Professional Photographers of America (PPA) has been working closely with the FAA to dispel myths and clarify rumors about the current legality of drone use and the importance of drone registration. Instead of seeking out the most current drone information from a variety of sources, the public can find the most updated information and blogs on the topic at PPA.com/Drones.
According to current regulations, it becomes unlawful to fly a drone the moment the images taken are used for business purposes (sold or used in promotional material). There is currently only one specific situation in which photographers are allowed to use drones for business use. The professional photographer must have a Section 333 exemption from the FAA (a complicated process which usually involves an attorney) and the drone must be operated by an FAA-licensed pilot.
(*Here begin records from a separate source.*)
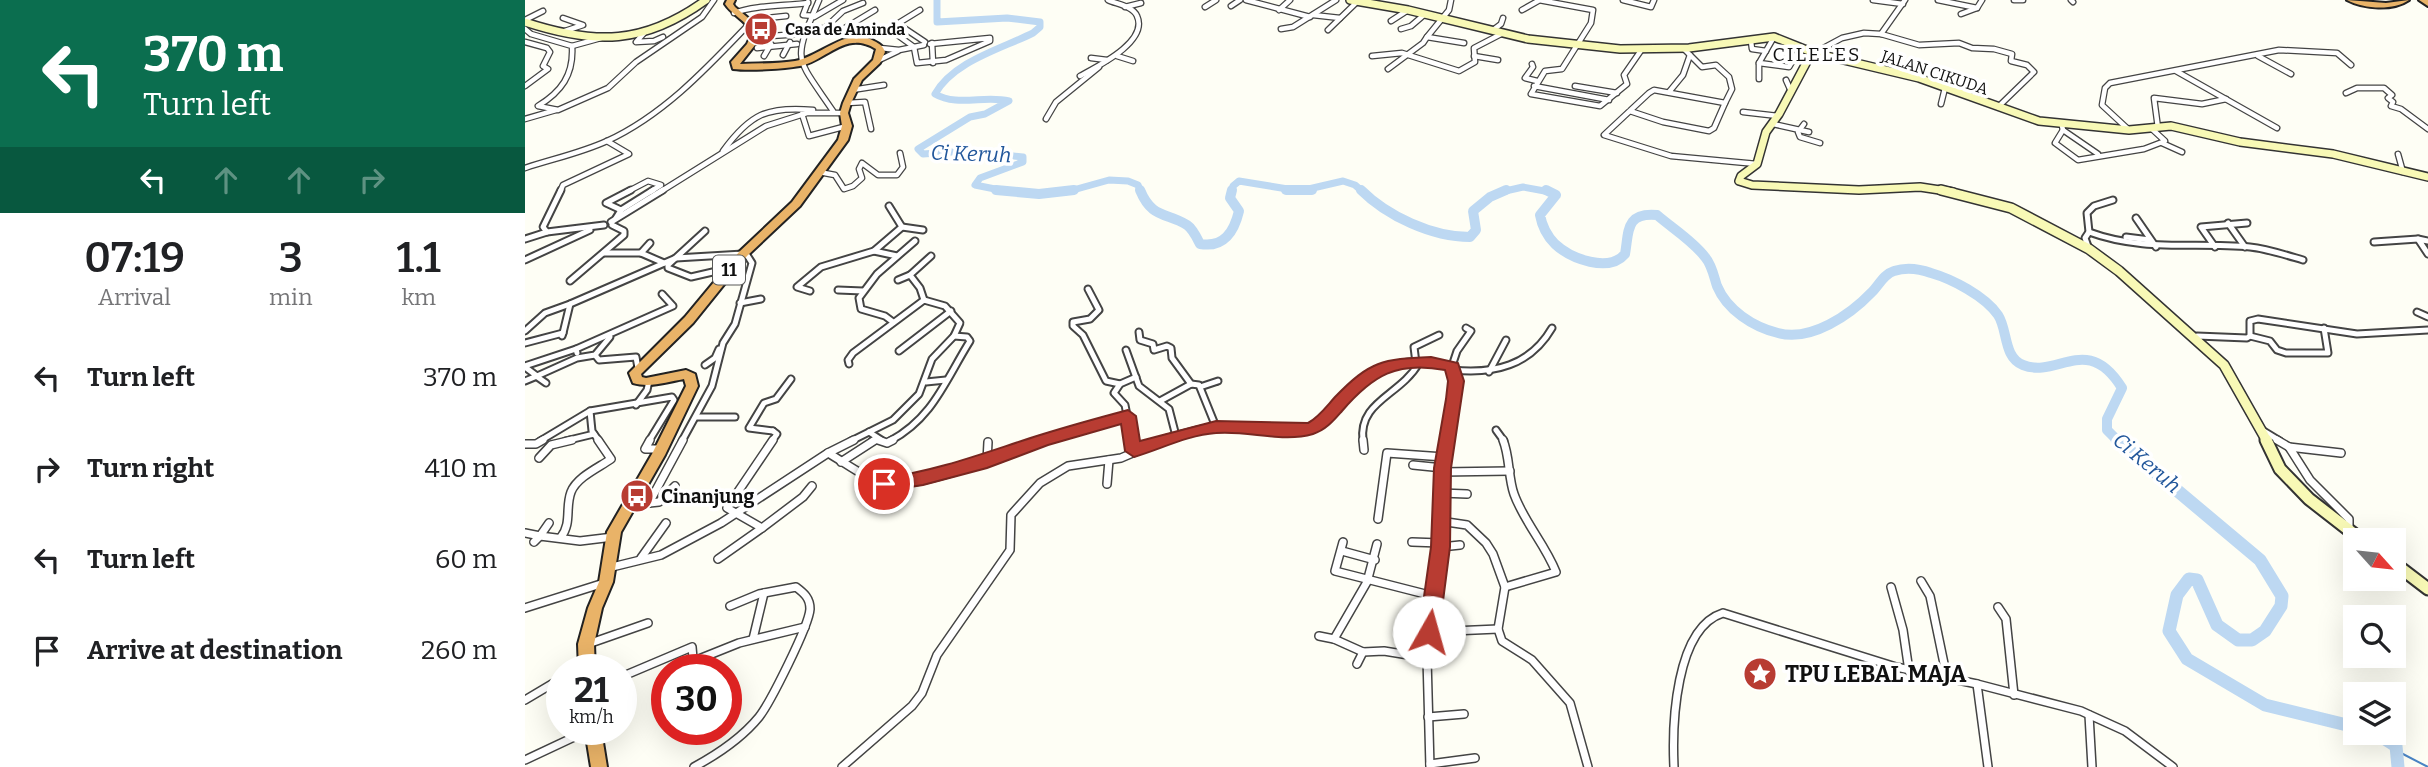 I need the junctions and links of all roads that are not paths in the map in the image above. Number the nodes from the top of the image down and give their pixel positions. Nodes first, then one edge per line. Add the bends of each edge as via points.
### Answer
1 (689, 0) edge
2 (706, 0) edge
3 (714, 0) edge
4 (731, 0) edge
5 (819, 0) edge
6 (843, 0) edge
7 (1108, 0) edge
8 (1128, 0) edge
9 (1216, 0) edge
10 (1240, 0) edge
11 (1246, 0) edge
12 (1290, 0) edge
13 (1336, 0) edge
14 (1355, 0) edge
15 (1451, 0) edge
16 (1623, 0) edge
17 (1654, 0) edge
18 (1873, 0) edge
19 (1938, 0) edge
20 (1982, 0) edge
21 (2014, 0) edge
22 (2023, 0) edge
23 (2351, 0) edge
24 (2405, 0) edge
25 (2423, 0) edge
26 (1369, 1) edge
27 (1539, 1) edge
28 (808, 2) edge
29 (1904, 2) edge
30 (863, 3) dead end
31 (1141, 3) dead end
32 (1386, 4) dead end
33 (2428, 4) edge
34 (700, 5) junction
35 (1123, 6) junction
36 (1231, 6) dead end
37 (1205, 8) dead end
38 (1940, 8) dead end
39 (1977, 8) junction
40 (875, 10) dead end
41 (920, 10) dead end
42 (1279, 10) junction
43 (1408, 10) junction
44 (1522, 10) dead end
45 (1593, 10) junction
46 (543, 11) dead end
47 (1600, 11) dead end
48 (734, 13) junction
49 (1425, 14) junction
50 (1961, 14) dead end
51 (786, 16) dead end
52 (1312, 16) junction
53 (813, 17) junction
54 (563, 18) dead end
55 (1340, 18) junction
56 (1503, 18) dead end
57 (548, 19) dead end
58 (1444, 19) junction
59 (525, 21) edge
60 (1391, 21) dead end
61 (751, 23) junction
62 (898, 24) junction
63 (525, 29) edge
64 (545, 29) junction
65 (1281, 29) dead end
66 (1401, 29) dead end
67 (1328, 30) dead end
68 (1493, 30) junction
69 (645, 32) junction
70 (805, 32) junction
71 (560, 33) junction
72 (1503, 33) junction
73 (795, 34) junction
74 (1881, 34) junction
75 (606, 36) junction
76 (775, 36) junction
77 (663, 37) dead end
78 (1427, 37) junction
79 (1774, 38) junction
80 (977, 39) junction
81 (855, 40) junction
82 (961, 41) junction
83 (946, 42) junction
84 (526, 43) edge
85 (790, 43) junction
86 (928, 43) junction
87 (1464, 43) dead end
88 (1577, 43) junction
89 (797, 44) dead end
90 (572, 46) junction
91 (913, 47) junction
92 (976, 47) junction
93 (757, 48) dead end
94 (880, 48) junction
95 (1683, 48) junction
96 (769, 49) junction
97 (1642, 49) junction
98 (899, 50) junction
99 (1766, 51) junction
100 (1813, 52) junction
101 (961, 53) junction
102 (1408, 55) junction
103 (1689, 55) junction
104 (1117, 56) junction
105 (1372, 56) dead end
106 (1474, 56) junction
107 (2258, 56) junction
108 (1091, 58) dead end
109 (946, 60) junction
110 (1109, 60) junction
111 (1498, 60) dead end
112 (877, 61) junction
113 (1133, 61) dead end
114 (800, 63) junction
115 (933, 63) junction
116 (1759, 63) junction
117 (1532, 64) dead end
118 (1099, 65) junction
119 (1776, 65) junction
120 (2351, 65) dead end
121 (1702, 67) junction
122 (1388, 69) dead end
123 (1686, 70) junction
124 (2176, 71) junction
125 (2291, 74) dead end
126 (1080, 76) dead end
127 (1759, 79) dead end
128 (1536, 84) junction
129 (884, 85) dead end
130 (1575, 86) dead end
131 (1945, 88) junction
132 (525, 89) edge
133 (852, 90) junction
134 (1669, 92) junction
135 (1617, 93) junction
136 (2346, 93) dead end
137 (2226, 99) junction
138 (1725, 103) junction
139 (1941, 104) dead end
140 (1998, 107) junction
141 (841, 109) junction
142 (558, 110) junction
143 (1630, 111) junction
144 (1743, 112) dead end
145 (802, 114) junction
146 (525, 119) edge
147 (1046, 119) dead end
148 (1775, 120) junction
149 (1804, 124) dead end
150 (847, 126) junction
151 (2063, 128) junction
152 (2155, 128) junction
153 (2277, 128) dead end
154 (871, 129) dead end
155 (2428, 129) edge
156 (1800, 130) junction
157 (2129, 130) junction
158 (1809, 132) dead end
159 (607, 141) junction
160 (1820, 143) dead end
161 (2162, 143) junction
162 (2182, 152) dead end
163 (899, 153) dead end
164 (2098, 154) junction
165 (2398, 154) dead end
166 (719, 157) junction
167 (1757, 164) junction
168 (525, 169) edge
169 (819, 172) junction
170 (2403, 172) junction
171 (2428, 177) edge
172 (623, 194) junction
173 (638, 199) junction
174 (2113, 200) dead end
175 (889, 206) dead end
176 (621, 210) junction
177 (2136, 218) dead end
178 (613, 222) junction
179 (2228, 223) junction
180 (2248, 223) dead end
181 (601, 226) junction
182 (902, 227) junction
183 (923, 230) dead end
184 (705, 231) dead end
185 (547, 232) junction
186 (2089, 232) junction
187 (2126, 237) dead end
188 (525, 239) edge
189 (2418, 239) junction
190 (2150, 240) junction
191 (915, 241) dead end
192 (2428, 241) edge
193 (2374, 242) dead end
194 (650, 243) dead end
195 (2215, 247) junction
196 (2245, 247) junction
197 (2157, 248) junction
198 (2089, 249) junction
199 (874, 251) junction
200 (603, 253) junction
201 (641, 253) junction
202 (744, 253) junction
203 (2428, 254) edge
204 (897, 256) junction
205 (931, 256) dead end
206 (676, 258) junction
207 (525, 260) edge
208 (2303, 260) dead end
209 (664, 263) junction
210 (730, 268) junction
211 (910, 275) junction
212 (898, 280) dead end
213 (570, 282) dead end
214 (1088, 289) dead end
215 (838, 290) dead end
216 (810, 291) dead end
217 (863, 291) junction
218 (662, 294) dead end
219 (761, 299) dead end
220 (924, 300) junction
221 (740, 303) junction
222 (570, 304) junction
223 (951, 311) junction
224 (2417, 312) dead end
225 (2428, 317) edge
226 (893, 321) junction
227 (1467, 328) dead end
228 (1552, 328) dead end
229 (2323, 328) junction
230 (2428, 330) edge
231 (525, 331) edge
232 (1139, 332) dead end
233 (1439, 335) dead end
234 (611, 336) junction
235 (954, 336) junction
236 (2250, 336) junction
237 (2194, 339) junction
238 (1506, 340) dead end
239 (525, 344) edge
240 (723, 344) junction
241 (576, 349) junction
242 (1126, 350) dead end
243 (899, 351) dead end
244 (1433, 353) dead end
245 (595, 355) junction
246 (577, 358) junction
247 (1431, 362) junction
248 (1418, 363) junction
249 (849, 364) dead end
250 (705, 365) dead end
251 (638, 368) junction
252 (1453, 368) junction
253 (1489, 372) junction
254 (537, 376) junction
255 (1136, 377) junction
256 (791, 380) dead end
257 (946, 380) junction
258 (525, 381) edge
259 (649, 381) junction
260 (1218, 381) dead end
261 (926, 382) junction
262 (546, 383) dead end
263 (1120, 384) junction
264 (1191, 384) junction
265 (1201, 387) junction
266 (1160, 401) junction
267 (636, 405) junction
268 (590, 411) junction
269 (1128, 416) junction
270 (697, 417) junction
271 (735, 417) dead end
272 (1216, 427) junction
273 (1496, 430) dead end
274 (2262, 430) junction
275 (869, 432) junction
276 (594, 434) junction
277 (1176, 436) junction
278 (876, 439) junction
279 (988, 442) dead end
280 (525, 444) edge
281 (2288, 447) junction
282 (661, 449) junction
283 (1364, 450) dead end
284 (1134, 451) junction
285 (828, 453) junction
286 (2341, 453) dead end
287 (1444, 457) junction
288 (539, 458) dead end
289 (1121, 458) junction
290 (1109, 460) junction
291 (987, 461) junction
292 (841, 462) junction
293 (1413, 465) dead end
294 (1121, 467) dead end
295 (1442, 470) junction
296 (1510, 471) junction
297 (1107, 484) dead end
298 (675, 486) dead end
299 (812, 486) dead end
300 (1441, 493) junction
301 (1467, 494) dead end
302 (649, 503) junction
303 (628, 505) junction
304 (737, 512) junction
305 (1378, 519) dead end
306 (1440, 521) junction
307 (549, 523) dead end
308 (666, 523) dead end
309 (762, 528) junction
310 (2346, 528) edge
311 (2349, 528) edge
312 (525, 533) edge
313 (561, 537) junction
314 (614, 537) junction
315 (537, 539) junction
316 (1343, 542) dead end
317 (1412, 542) dead end
318 (1377, 544) dead end
319 (1441, 545) junction
320 (1460, 545) dead end
321 (1342, 551) junction
322 (641, 558) junction
323 (718, 559) dead end
324 (1375, 560) junction
325 (608, 568) junction
326 (2406, 573) edge
327 (1367, 580) junction
328 (606, 582) junction
329 (1921, 582) dead end
330 (1505, 587) junction
331 (1891, 587) dead end
332 (2428, 589) edge
333 (764, 593) junction
334 (1433, 596) junction
335 (730, 606) dead end
336 (1997, 607) dead end
337 (525, 608) edge
338 (648, 623) dead end
339 (805, 627) junction
340 (1498, 629) junction
341 (1429, 632) junction
342 (1318, 636) dead end
343 (753, 639) junction
344 (1334, 639) junction
345 (586, 644) junction
346 (1363, 652) junction
347 (585, 654) edge
348 (675, 654) edge
349 (694, 654) edge
350 (711, 654) edge
351 (1427, 658) junction
352 (1357, 664) dead end
353 (1909, 671) junction
354 (1947, 678) junction
355 (1977, 684) junction
356 (546, 688) edge
357 (2014, 695) junction
358 (525, 700) edge
359 (1464, 714) dead end
360 (2089, 715) junction
361 (1428, 718) junction
362 (558, 745) edge
363 (594, 745) edge
364 (1475, 758) dead end
365 (525, 760) edge
366 (1430, 765) edge
367 (599, 767) edge
368 (694, 767) edge
369 (842, 767) edge
370 (1588, 767) edge
371 (1674, 767) edge
372 (1988, 767) edge
373 (2092, 767) edge
374 (2173, 767) edge

1 - 34 street
2 - 34 street
3 - 142 street via 702,17 636,62 613,85
4 - 48 highway
5 - 53 street
6 - 53 street
7 - 35 street
8 - 35 street
9 - 37 street
10 - 36 street
11 - 42 street
12 - 42 street
13 - 52 street
14 - 26 street, JALAN CIKUDA
14 - 55 street
15 - 58 street
16 - 17 street via 1651,7
18 - 29 street
19 - 38 street
19 - 39 street
20 - 39 street
21 - 22 street
23 - 24 highway via 2386,5
25 - 33 highway
26 - 32 street
26 - 43 street, JALAN CIKUDA
27 - 44 street
27 - 45 street via 1585,5
28 - 48 street
28 - 53 street via 803,15
29 - 74 street
30 - 70 street via 843,11 825,28
31 - 35 street
34 - 69 street via 670,24
35 - 104 street via 1134,12 1138,22 1133,40
39 - 50 street
40 - 81 street via 845,28 860,33
41 - 62 street
42 - 52 street
43 - 49 street, JALAN CIKUDA
43 - 60 street
45 - 47 street
45 - 88 street via 1591,23
46 - 59 street
48 - 61 highway
49 - 58 street, JALAN CIKUDA
49 - 66 street
51 - 61 street
52 - 55 street
52 - 65 street
53 - 70 street
54 - 71 street via 583,25
55 - 67 street
56 - 68 street
57 - 64 street
58 - 68 street, JALAN CIKUDA
58 - 78 street
59 - 64 street
61 - 76 street via 767,26 764,34
61 - 114 highway via 756,36 734,66
61 - 159 street via 698,77 636,125
62 - 86 street
62 - 91 street via 890,30
63 - 90 street
64 - 71 street
68 - 72 street, JALAN CIKUDA
69 - 75 street
69 - 77 street via 636,42
70 - 73 street
70 - 114 street
71 - 75 street
72 - 88 street, JALAN CIKUDA
72 - 106 street via 1474,48
73 - 76 street
73 - 85 street
74 - 100 street via 1853,35
74 - 140 street via 1921,45 1959,43 1998,50 2012,54 2011,61 2033,68
75 - 90 street
76 - 96 street
78 - 87 street
78 - 102 street
79 - 95 street, JALAN CIKUDA
79 - 99 street
79 - 99 street via 1751,41 1752,49
79 - 100 street, JALAN CIKUDA
80 - 82 street
80 - 92 street
80 - 92 street via 991,38
81 - 94 highway via 867,40
81 - 114 highway
82 - 83 street
82 - 101 street
83 - 86 street
83 - 109 street
84 - 132 street via 550,52 543,66 548,69
85 - 89 street
85 - 96 street
85 - 96 street via 784,52
86 - 91 street
86 - 115 street
88 - 97 street, JALAN CIKUDA
88 - 128 street via 1562,69 1547,70
90 - 142 street via 570,69 562,87 538,106
91 - 98 street
91 - 115 street via 917,63
92 - 101 street
93 - 96 street
94 - 98 street
94 - 112 highway
95 - 97 street, JALAN CIKUDA
95 - 103 street
97 - 135 street via 1623,75 1627,84
98 - 112 street
99 - 116 street
100 - 131 street, JALAN CIKUDA
100 - 148 street via 1788,85
101 - 109 street
102 - 105 street
102 - 106 street via 1454,71 1469,67
102 - 122 street
103 - 121 street
103 - 123 street
104 - 110 street
104 - 113 street
106 - 111 street
107 - 120 street via 2280,50 2337,53
107 - 124 street
107 - 125 street
108 - 110 street
109 - 115 street
110 - 118 street
112 - 133 highway
114 - 141 street
116 - 119 street
116 - 127 street
117 - 128 street via 1525,78
118 - 126 street
118 - 147 street via 1056,102
119 - 119 street via 1785,47 1799,50 1789,67
121 - 123 street
121 - 138 street via 1716,65 1729,77 1732,89
123 - 134 street
124 - 137 street
124 - 157 street via 2107,85 2102,97 2104,110 2122,119
128 - 135 street via 1609,100
129 - 133 street
130 - 135 street
131 - 139 street
131 - 140 street, JALAN CIKUDA
133 - 141 highway
134 - 138 street
134 - 143 street via 1653,90
136 - 155 street via 2357,88 2384,88 2391,94 2391,106 2401,108
137 - 152 street via 2202,104 2154,98
137 - 153 street
138 - 143 street via 1709,131
140 - 151 street, JALAN CIKUDA
141 - 145 street
141 - 150 highway
141 - 154 street via 865,102
141 - 166 street via 790,107 762,112 740,128
142 - 146 street
143 - 167 street via 1605,136 1671,156
144 - 148 street
145 - 150 street via 809,136
145 - 166 street via 752,132
148 - 156 street
148 - 167 street via 1765,133
149 - 156 street
150 - 169 highway, 11 via 843,140
151 - 157 street, JALAN CIKUDA
151 - 164 street
151 - 164 street via 2055,143 2070,156 2078,160
152 - 157 street, JALAN CIKUDA
152 - 161 street via 2165,141
152 - 170 street, JALAN CIKUDA via 2175,127 2235,141 2333,154
156 - 158 street
156 - 160 street via 1801,138
159 - 168 street
159 - 185 street via 629,154 563,185 545,222
161 - 162 street
161 - 164 street via 2147,151
163 - 169 street via 903,167 897,175 878,175 862,163 862,178 850,188 844,188 835,175
165 - 170 street
166 - 178 street
167 - 198 street via 1739,181 1954,192 2011,208
169 - 202 highway, 11 via 792,208
170 - 171 street, JALAN CIKUDA
172 - 173 street
172 - 173 street via 648,181 661,185
172 - 176 street via 606,203
173 - 176 street
174 - 186 street via 2093,206 2085,215
175 - 182 street
176 - 178 street
177 - 190 street
178 - 181 street
178 - 200 street via 625,232
179 - 180 street
179 - 195 street via 2200,228
179 - 196 street
181 - 185 street
181 - 207 street
182 - 183 street
182 - 199 street
184 - 206 street
185 - 188 street
186 - 197 street via 2111,241
186 - 198 street via 2085,235
187 - 190 street
189 - 192 street
189 - 193 street
189 - 203 street
190 - 197 street
191 - 204 street
194 - 201 street
195 - 196 street
195 - 197 street
196 - 208 street
198 - 237 street
199 - 204 street
199 - 216 street via 817,270 797,288
200 - 201 street
200 - 213 street
201 - 209 street
202 - 206 street
202 - 210 highway, 11
202 - 221 street via 752,263
204 - 217 street
205 - 211 street
206 - 209 street
206 - 210 street via 667,267 684,278
209 - 222 street
210 - 251 highway, 11 via 689,320
211 - 212 street
211 - 220 street
214 - 263 street via 1099,310 1090,319 1072,323 1106,381
215 - 217 street
217 - 226 street via 861,310
218 - 234 street via 673,306
219 - 221 street
220 - 223 street via 936,300
220 - 226 street
221 - 240 street
222 - 231 street via 547,310
222 - 239 street via 562,335
223 - 235 street via 960,323
223 - 243 street
224 - 225 street
226 - 249 street via 853,353
227 - 252 street via 1471,331 1457,351
228 - 253 street via 1536,354
229 - 230 street via 2357,334
229 - 236 street via 2253,319
229 - 236 street via 2328,353 2286,353 2270,341
232 - 264 street via 1140,340 1153,344 1154,350 1170,346 1179,370
233 - 248 street via 1414,347
234 - 241 street
234 - 245 street
235 - 257 street via 970,341
235 - 261 street via 932,359
236 - 237 street
237 - 274 street via 2229,370
238 - 253 street
240 - 250 street
240 - 270 street via 712,386
241 - 246 street
241 - 254 street via 525,366
242 - 255 street
244 - 247 street
245 - 246 street
245 - 251 street via 599,360 636,357
246 - 254 street
247 - 248 street
247 - 252 street
248 - 272 street via 1388,365 1373,373 1311,429
248 - 283 street via 1410,381 1365,415 1360,436
251 - 259 highway via 634,377
252 - 253 street
252 - 287 street via 1456,381
254 - 258 street
254 - 262 street
255 - 263 street
255 - 266 street via 1139,386
256 - 304 street via 776,399 764,404 749,428 775,428 777,434 726,508
257 - 261 street
257 - 278 street via 936,404 911,430 887,443
259 - 267 street
259 - 282 highway via 681,374 691,377 690,391
260 - 265 street
261 - 275 street via 893,419
263 - 269 street via 1114,393
264 - 265 street
264 - 266 street
265 - 272 street
266 - 277 street via 1169,409
267 - 268 street
267 - 282 street via 674,398 645,449
268 - 276 street
268 - 280 street via 543,441
269 - 284 street
269 - 291 street
270 - 271 street
270 - 302 street
272 - 277 street
273 - 296 street via 1508,453
274 - 281 street
274 - 310 street via 2280,469
275 - 278 street
275 - 285 street
276 - 288 street via 551,445
276 - 313 street via 611,459 571,491 568,527
277 - 284 street
278 - 292 street
279 - 291 street
281 - 286 street
281 - 311 street via 2310,481 2349,519
282 - 303 highway
284 - 289 street
285 - 292 street
285 - 304 street
287 - 295 street
287 - 305 street via 1387,453
289 - 290 street
289 - 294 street
290 - 297 street
290 - 369 street via 1068,466 1049,476 1011,515 1010,550 937,655 922,693
291 - 292 street via 923,479 884,484
293 - 295 street
295 - 296 street
295 - 300 street
296 - 330 street via 1513,492 1556,572
298 - 302 street via 659,502
299 - 309 street
300 - 301 street
300 - 306 street
302 - 303 street
303 - 314 highway
304 - 309 street
304 - 322 street via 661,555
306 - 319 street
306 - 330 street via 1467,525 1486,543
307 - 315 street
308 - 322 street
309 - 323 street
312 - 315 street
313 - 314 street via 580,541
313 - 315 street
314 - 325 highway
316 - 321 street
317 - 319 street
318 - 324 street
319 - 320 street
319 - 334 street
321 - 324 street
321 - 327 street via 1335,571
322 - 325 street
324 - 327 street
325 - 328 highway
326 - 332 street
327 - 334 street
327 - 344 street
328 - 337 street
328 - 345 highway
329 - 354 street via 1930,596
330 - 340 street
331 - 353 street
333 - 335 street
333 - 339 street via 803,590 810,607
333 - 343 street
334 - 341 street
336 - 357 street via 2006,619
338 - 345 street
339 - 343 street
339 - 368 street via 760,716 725,751
340 - 341 street
340 - 370 street via 1502,641 1532,660 1570,703
341 - 351 street
342 - 344 street
343 - 350 street
344 - 346 street
345 - 347 highway
346 - 351 street
346 - 352 street
348 - 349 street via 689,648
351 - 361 street
353 - 354 street
353 - 371 street via 1716,613 1685,659 1674,697
354 - 355 street
355 - 357 street
355 - 372 street
356 - 358 street
357 - 360 street
359 - 361 street
360 - 373 street
360 - 374 street via 2125,731
361 - 366 street
362 - 365 street
363 - 367 highway
364 - 366 street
PPA has been lobbying the FAA to change the current regulations, and recently had a very informative discussion in D.C. with five members of the FAA’s UAS integration team. As a result, PPA can report that the new rule for business-related or “civil” drone use will most likely be released by June of this year. The FAA confirmed that they are prepared for a late spring/early summer release and that the rule will take effect 30 days after said release. These regulations will apply to drones weighing under 55 lbs. PPA also expects the new regulations to be similar to the proposal released by the FAA in 2015, which would allow for the use of drones by professional photographers if the following requirements are met:
1. The user has obtained a small UAS airman certificate which will be earned by passing a computerized knowledge test.
2. The user has registered all drones. The FAA’s online drone registration system has recently been expanded to include registration of drones used for business-related purposes.
3. The user follows all of the restrictions on maximum height, maximum speed, airspace etc. Based on the proposal, PPA expects the restrictions to be very reasonable.
There is a lot of exciting progress coming very soon that will allow professional photographers to use drones in their business, but for now, the moment drone images are sold or used to promote a business, they are most likely operating outside of legal regulations. And if caught, the photographer could face very significant fines.
Drones use for hobbyists and taking images for image-capturing’s sake is legal. However, hobbyist drones must still be registered regardless of pro-status, or the purpose of the images. Drone owners can easily register their drones at RegisterMyUAS.FAA.gov or by using the B4UFLY app. PPA has provided a quick and handy guide on how this easy registration process works and encourages photographers to keep honing their aerial photography skills, so when the FAA changes their rules, they will be ready to include drone use in their business model.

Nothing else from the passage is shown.